[Records from a data source]

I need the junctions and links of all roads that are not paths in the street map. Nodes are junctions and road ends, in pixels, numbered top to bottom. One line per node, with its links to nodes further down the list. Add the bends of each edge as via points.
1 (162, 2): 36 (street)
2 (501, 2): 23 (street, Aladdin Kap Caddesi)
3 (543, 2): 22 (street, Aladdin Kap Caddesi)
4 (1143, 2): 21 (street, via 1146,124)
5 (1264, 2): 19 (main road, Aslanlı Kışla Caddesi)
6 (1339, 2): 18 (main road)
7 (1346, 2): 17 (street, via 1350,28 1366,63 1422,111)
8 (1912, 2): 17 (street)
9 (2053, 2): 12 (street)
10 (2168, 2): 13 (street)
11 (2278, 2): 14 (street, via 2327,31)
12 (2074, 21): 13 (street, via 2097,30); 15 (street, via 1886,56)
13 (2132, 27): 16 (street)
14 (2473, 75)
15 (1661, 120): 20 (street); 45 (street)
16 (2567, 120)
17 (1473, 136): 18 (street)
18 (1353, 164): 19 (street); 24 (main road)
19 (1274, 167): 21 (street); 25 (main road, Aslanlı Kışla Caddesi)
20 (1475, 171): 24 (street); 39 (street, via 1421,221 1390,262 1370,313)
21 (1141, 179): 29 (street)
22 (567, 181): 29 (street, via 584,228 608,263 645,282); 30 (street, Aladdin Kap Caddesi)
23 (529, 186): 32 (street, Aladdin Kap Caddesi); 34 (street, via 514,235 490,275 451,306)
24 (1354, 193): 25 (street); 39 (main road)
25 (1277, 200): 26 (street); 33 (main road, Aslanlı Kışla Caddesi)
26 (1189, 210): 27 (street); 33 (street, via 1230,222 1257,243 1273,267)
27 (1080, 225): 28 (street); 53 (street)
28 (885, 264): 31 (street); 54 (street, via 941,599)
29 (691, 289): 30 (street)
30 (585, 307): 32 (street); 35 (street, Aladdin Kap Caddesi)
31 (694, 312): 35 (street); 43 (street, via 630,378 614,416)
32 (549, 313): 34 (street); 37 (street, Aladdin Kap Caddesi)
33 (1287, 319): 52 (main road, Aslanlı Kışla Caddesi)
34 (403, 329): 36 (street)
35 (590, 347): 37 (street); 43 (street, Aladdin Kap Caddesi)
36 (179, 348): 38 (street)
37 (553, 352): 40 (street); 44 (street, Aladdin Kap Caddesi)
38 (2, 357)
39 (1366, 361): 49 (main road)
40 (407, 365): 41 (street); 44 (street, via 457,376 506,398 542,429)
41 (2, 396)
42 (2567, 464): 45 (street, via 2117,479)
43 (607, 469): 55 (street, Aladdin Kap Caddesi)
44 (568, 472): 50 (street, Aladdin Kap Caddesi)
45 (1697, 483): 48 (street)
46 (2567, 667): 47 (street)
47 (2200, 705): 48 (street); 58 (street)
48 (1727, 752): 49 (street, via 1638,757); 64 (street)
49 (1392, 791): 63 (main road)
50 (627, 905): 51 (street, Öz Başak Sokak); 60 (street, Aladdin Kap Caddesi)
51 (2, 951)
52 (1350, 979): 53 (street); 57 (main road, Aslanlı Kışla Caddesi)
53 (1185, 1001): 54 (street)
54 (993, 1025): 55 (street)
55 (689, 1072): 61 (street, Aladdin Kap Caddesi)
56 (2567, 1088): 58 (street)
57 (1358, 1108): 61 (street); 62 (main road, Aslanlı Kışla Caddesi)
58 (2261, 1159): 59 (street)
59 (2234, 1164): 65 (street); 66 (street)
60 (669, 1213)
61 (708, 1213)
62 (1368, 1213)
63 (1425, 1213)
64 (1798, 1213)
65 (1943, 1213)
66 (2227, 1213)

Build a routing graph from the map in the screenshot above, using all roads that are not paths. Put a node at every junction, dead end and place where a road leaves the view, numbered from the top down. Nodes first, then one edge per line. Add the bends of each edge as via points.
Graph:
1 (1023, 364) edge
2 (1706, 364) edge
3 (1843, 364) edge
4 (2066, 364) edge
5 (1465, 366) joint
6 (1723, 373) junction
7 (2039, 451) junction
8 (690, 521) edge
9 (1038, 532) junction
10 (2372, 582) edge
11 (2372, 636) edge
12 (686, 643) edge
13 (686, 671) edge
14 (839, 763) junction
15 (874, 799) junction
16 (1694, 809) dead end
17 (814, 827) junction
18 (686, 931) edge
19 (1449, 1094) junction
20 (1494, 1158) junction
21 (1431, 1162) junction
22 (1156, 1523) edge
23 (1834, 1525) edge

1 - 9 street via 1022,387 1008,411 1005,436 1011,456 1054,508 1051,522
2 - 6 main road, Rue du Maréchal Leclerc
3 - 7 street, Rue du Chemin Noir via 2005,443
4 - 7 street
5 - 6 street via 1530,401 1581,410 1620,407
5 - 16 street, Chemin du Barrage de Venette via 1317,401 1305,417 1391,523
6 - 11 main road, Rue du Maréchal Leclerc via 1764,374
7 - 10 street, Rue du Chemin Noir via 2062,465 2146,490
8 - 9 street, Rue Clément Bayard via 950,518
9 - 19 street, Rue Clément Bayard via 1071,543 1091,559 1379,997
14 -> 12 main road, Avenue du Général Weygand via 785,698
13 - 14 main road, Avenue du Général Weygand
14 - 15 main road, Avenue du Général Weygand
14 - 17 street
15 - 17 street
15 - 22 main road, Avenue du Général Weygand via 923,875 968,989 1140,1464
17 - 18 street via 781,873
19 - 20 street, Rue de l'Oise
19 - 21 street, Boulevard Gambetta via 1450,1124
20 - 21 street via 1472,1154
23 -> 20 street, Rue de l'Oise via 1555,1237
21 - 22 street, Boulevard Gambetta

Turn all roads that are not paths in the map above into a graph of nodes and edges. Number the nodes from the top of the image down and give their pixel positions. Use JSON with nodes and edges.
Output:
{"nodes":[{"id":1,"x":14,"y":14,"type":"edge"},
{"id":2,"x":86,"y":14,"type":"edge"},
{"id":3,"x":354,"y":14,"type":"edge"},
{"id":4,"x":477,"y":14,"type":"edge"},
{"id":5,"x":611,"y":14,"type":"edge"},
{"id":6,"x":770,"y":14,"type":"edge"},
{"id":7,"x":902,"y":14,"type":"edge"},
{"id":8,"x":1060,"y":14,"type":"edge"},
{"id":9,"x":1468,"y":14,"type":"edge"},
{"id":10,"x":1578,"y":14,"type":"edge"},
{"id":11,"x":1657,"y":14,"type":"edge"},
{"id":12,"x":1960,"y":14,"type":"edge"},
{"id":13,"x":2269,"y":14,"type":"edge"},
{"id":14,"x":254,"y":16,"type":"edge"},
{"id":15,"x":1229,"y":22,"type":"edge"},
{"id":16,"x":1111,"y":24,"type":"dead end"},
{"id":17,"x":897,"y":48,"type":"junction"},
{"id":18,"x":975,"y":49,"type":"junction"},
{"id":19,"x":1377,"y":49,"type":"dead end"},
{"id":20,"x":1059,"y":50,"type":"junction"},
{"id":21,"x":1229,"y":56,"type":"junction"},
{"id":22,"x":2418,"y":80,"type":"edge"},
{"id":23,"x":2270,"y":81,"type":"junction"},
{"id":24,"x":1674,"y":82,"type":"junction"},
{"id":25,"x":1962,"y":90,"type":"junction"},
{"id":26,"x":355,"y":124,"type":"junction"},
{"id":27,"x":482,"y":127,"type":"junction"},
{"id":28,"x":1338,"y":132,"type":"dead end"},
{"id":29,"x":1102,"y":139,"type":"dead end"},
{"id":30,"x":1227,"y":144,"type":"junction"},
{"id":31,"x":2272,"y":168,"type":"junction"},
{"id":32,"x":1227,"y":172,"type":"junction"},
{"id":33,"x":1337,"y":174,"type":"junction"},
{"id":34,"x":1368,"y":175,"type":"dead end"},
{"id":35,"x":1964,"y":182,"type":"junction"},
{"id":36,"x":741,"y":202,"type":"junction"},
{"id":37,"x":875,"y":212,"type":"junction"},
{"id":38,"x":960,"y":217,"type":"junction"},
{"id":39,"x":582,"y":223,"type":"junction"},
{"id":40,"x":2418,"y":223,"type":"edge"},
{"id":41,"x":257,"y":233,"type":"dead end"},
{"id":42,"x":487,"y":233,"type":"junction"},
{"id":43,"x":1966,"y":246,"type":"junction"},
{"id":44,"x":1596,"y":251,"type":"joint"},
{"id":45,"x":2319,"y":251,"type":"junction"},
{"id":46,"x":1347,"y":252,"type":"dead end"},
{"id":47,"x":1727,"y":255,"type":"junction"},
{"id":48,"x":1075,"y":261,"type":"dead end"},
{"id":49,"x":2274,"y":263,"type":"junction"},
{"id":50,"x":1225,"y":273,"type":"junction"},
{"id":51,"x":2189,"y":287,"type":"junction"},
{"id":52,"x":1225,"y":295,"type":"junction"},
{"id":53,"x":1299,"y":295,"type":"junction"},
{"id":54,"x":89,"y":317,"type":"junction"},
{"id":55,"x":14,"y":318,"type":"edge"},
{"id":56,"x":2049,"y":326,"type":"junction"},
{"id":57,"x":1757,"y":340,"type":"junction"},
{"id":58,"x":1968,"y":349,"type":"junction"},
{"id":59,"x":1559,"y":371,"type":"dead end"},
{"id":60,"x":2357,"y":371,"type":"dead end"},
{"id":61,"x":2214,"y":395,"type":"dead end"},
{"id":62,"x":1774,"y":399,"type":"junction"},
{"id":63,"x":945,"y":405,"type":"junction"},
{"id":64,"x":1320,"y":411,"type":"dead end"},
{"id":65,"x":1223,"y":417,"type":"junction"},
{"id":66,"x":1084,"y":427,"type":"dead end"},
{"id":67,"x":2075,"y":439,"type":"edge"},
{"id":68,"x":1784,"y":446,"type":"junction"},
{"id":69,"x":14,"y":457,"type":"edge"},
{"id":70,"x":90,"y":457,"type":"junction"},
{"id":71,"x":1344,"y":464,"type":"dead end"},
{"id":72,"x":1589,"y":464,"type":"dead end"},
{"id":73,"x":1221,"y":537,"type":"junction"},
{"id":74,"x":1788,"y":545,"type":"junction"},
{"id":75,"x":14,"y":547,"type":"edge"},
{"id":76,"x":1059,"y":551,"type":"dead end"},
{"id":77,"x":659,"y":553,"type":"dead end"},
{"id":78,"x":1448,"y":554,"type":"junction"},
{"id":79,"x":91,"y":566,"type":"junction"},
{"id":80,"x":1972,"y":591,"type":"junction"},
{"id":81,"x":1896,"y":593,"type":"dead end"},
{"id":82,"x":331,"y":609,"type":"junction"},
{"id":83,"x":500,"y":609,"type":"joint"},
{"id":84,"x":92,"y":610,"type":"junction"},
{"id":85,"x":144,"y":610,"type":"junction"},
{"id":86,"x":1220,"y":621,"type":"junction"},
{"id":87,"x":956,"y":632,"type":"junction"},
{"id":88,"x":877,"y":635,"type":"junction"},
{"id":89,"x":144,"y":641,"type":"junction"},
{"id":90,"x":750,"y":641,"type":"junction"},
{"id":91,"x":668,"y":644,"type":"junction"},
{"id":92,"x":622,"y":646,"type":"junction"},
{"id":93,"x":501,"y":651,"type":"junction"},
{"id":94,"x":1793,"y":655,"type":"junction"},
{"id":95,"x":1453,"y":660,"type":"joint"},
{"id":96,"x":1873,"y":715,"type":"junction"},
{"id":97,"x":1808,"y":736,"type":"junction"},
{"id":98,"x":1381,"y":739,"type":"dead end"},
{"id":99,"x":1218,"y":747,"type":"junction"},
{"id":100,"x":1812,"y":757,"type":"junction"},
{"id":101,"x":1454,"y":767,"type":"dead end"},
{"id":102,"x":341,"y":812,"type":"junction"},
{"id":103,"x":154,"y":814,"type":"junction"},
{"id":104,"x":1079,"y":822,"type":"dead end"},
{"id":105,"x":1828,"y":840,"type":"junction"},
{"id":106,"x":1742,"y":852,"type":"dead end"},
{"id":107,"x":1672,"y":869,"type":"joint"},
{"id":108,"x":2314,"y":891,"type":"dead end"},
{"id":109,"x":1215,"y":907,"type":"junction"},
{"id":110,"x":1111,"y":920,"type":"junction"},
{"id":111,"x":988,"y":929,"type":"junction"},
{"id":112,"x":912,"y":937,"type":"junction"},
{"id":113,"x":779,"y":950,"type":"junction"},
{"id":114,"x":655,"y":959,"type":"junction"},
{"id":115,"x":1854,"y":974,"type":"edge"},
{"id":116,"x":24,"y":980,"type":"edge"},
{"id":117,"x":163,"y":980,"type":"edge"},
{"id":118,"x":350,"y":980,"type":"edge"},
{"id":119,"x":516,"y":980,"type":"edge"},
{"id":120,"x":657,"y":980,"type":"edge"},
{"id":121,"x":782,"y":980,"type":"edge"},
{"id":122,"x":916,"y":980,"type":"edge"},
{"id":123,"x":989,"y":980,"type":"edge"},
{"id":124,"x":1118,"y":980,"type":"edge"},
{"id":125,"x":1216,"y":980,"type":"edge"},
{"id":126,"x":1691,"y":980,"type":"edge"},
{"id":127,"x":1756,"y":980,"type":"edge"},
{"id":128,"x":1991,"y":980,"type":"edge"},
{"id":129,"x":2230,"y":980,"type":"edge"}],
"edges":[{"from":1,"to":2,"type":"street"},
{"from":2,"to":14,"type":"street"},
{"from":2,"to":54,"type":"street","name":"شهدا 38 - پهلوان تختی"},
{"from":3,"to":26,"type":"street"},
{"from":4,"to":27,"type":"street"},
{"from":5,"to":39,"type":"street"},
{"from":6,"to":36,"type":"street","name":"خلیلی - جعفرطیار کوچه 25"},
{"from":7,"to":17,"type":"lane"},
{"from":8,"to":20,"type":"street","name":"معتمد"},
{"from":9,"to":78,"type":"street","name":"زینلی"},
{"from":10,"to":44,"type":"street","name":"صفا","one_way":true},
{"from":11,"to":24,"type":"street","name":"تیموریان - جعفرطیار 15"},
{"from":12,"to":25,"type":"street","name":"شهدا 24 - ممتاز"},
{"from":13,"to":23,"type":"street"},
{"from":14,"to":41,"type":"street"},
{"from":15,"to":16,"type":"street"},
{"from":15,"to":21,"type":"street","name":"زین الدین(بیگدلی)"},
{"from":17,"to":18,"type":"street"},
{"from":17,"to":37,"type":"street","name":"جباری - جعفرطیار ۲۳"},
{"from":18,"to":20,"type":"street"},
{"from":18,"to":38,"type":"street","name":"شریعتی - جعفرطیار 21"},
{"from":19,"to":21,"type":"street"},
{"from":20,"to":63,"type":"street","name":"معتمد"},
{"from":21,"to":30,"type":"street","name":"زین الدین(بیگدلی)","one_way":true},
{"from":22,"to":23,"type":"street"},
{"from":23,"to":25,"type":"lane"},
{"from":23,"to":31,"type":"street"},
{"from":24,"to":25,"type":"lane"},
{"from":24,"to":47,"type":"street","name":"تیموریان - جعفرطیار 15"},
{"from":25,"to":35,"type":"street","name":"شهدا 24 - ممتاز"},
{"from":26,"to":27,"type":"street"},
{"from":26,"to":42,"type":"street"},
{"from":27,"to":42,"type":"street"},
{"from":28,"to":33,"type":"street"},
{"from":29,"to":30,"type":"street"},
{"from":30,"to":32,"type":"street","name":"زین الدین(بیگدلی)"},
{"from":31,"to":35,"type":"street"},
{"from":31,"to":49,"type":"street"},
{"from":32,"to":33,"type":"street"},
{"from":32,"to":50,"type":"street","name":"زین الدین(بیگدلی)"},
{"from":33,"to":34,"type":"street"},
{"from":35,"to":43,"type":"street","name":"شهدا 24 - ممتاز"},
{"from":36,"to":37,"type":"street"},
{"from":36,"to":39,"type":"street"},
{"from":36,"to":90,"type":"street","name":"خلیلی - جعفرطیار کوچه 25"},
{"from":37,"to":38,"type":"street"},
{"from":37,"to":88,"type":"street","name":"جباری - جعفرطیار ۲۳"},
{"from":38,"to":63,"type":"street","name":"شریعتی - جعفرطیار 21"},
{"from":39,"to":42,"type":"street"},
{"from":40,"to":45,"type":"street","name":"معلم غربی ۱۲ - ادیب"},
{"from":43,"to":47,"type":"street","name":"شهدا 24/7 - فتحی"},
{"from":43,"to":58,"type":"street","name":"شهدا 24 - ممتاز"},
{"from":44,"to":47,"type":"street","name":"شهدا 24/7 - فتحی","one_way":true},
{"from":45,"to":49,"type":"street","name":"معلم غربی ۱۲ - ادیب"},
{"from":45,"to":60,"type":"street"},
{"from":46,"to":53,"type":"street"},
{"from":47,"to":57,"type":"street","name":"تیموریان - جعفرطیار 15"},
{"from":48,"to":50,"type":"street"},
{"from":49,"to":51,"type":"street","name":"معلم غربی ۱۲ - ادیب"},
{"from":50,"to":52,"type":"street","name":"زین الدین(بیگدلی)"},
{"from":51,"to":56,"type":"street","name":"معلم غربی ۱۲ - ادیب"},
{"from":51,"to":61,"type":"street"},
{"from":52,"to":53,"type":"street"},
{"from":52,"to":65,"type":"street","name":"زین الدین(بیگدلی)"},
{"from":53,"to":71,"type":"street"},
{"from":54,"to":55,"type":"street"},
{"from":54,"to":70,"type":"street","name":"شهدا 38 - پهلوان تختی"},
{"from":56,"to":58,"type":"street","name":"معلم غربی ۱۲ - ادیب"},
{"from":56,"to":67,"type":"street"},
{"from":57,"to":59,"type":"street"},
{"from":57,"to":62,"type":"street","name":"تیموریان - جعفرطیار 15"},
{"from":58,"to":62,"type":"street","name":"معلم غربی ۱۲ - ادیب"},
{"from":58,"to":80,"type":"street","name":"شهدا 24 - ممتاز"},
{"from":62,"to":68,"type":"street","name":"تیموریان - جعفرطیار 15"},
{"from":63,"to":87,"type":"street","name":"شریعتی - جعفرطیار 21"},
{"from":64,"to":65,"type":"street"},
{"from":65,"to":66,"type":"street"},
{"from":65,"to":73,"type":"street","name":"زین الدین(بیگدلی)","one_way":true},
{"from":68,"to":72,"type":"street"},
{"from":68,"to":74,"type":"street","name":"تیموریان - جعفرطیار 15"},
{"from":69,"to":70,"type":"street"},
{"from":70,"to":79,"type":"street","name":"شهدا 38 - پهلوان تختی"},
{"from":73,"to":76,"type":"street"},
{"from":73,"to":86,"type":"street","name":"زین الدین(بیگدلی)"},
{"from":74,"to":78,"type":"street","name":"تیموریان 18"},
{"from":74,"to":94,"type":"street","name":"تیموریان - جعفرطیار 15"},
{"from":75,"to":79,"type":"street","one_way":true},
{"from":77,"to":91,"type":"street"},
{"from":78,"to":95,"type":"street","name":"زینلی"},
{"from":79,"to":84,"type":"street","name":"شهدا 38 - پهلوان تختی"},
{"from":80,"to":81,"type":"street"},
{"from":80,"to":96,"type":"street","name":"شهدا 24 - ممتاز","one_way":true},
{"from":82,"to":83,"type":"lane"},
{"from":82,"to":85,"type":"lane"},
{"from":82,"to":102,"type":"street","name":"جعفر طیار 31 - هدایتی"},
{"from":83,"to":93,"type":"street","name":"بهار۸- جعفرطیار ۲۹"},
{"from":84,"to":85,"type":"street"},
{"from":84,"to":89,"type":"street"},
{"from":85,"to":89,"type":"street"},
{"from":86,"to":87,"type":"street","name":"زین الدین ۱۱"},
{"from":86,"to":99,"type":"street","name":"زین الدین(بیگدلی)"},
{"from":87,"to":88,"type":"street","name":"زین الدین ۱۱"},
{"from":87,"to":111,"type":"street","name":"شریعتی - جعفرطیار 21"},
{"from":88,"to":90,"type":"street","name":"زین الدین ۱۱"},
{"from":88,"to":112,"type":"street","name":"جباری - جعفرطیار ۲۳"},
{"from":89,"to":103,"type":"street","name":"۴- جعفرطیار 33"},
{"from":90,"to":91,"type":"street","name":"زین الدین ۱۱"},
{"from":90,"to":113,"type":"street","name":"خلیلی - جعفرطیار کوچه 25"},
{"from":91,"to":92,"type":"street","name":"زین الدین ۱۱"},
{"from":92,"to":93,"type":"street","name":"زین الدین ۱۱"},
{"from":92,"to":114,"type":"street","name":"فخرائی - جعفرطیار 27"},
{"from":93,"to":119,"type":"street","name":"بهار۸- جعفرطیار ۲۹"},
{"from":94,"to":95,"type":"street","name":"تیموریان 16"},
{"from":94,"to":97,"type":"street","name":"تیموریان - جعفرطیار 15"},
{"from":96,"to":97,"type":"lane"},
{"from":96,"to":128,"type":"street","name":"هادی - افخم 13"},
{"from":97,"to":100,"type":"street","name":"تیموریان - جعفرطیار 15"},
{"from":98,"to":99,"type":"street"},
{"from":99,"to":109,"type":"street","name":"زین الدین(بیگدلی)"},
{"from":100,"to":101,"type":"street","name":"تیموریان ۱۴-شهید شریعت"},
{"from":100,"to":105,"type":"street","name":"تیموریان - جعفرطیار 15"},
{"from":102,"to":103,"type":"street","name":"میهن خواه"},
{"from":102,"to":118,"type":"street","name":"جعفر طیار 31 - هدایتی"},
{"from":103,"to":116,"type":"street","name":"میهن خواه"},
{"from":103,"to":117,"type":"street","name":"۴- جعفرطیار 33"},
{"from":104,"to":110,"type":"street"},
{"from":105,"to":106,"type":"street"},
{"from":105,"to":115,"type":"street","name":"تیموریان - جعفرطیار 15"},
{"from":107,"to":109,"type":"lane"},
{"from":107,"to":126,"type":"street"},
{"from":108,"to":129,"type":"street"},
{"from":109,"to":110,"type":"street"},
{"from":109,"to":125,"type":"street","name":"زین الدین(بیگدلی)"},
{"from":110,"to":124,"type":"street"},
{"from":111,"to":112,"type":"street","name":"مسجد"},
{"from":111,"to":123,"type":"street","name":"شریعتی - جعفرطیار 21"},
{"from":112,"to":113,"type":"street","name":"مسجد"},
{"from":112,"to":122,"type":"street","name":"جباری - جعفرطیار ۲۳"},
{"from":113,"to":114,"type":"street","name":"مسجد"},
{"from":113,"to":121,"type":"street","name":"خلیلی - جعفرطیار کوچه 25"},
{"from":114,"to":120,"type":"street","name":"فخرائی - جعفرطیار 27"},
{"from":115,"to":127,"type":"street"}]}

-- THE TASK --
Above are the entries; copy every line among them that contains the word "Oise".

-- EXPECTED OUTPUT --
19 - 20 street, Rue de l'Oise
23 -> 20 street, Rue de l'Oise via 1555,1237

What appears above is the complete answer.